A secret police crime museum with Jack the Ripper artefacts and execution death masks could provide Kingston with 1,715 extra front line police hours, if it were opened to the public.

The 150-year-old Black Museum is not currently open to visitors, but a report has suggested it could be a money spinner.

The History’s Life Sentence report by the Greater London Authority Conservatives has worked out that if Scotland Yard’s secret memorabilia haunt were to go public for just three months, it could attract up to 300,000 museum-goers.

At £15 per head, this could pay for 54,900 extra policing hours throughout the capital, including Kingston.

London Assembly member Tony Arbour said it was a “no brainer” the Metropolitan Police should benefit from opening its doors with budgets already so tight.

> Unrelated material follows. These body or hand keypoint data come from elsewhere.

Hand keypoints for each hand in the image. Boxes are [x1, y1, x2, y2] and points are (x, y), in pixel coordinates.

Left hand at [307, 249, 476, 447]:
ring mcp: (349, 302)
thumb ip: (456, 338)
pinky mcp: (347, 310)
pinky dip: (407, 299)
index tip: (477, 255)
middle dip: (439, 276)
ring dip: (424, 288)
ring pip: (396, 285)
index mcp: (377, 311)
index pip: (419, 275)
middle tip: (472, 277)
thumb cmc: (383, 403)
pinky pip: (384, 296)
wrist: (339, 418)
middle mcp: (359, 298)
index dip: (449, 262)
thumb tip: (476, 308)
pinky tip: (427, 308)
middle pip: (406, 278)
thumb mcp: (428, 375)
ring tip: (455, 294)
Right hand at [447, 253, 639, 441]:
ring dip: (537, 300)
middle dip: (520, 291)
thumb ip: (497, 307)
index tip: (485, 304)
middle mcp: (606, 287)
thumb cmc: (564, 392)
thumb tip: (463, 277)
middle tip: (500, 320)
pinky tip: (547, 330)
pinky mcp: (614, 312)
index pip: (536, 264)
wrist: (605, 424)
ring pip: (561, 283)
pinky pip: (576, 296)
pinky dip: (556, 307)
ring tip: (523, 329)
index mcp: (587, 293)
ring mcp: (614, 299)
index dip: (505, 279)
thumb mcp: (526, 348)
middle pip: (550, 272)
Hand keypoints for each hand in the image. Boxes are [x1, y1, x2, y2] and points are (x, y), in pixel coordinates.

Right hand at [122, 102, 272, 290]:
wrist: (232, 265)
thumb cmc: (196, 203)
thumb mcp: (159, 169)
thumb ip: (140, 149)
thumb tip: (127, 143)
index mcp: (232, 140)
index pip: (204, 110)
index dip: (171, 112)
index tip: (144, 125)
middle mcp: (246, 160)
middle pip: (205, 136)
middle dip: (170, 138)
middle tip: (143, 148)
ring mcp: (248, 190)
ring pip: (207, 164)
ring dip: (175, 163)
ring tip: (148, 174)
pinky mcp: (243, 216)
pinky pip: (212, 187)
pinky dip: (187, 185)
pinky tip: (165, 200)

He said: “Exhibits such as letters from Jack the Ripper will likely prove enormously popular with residents and visitors to the city, who already demonstrate a fascination with the more macabre chapters of London’s history.

“Many of the exhibits showcase the impressive work undertaken by the Met in some of the capital’s most high profile investigations. “This has the potential to fund more police on the streets in Richmond and Kingston.”

Among the creep criminology artefacts is also evidence from the prosecution of Britain’s Great Train Robbery and even the pots and pans used by serial killer Dennis Nilsen, who boiled the flesh of his victims.

The Metropolitan Police were not available for comment.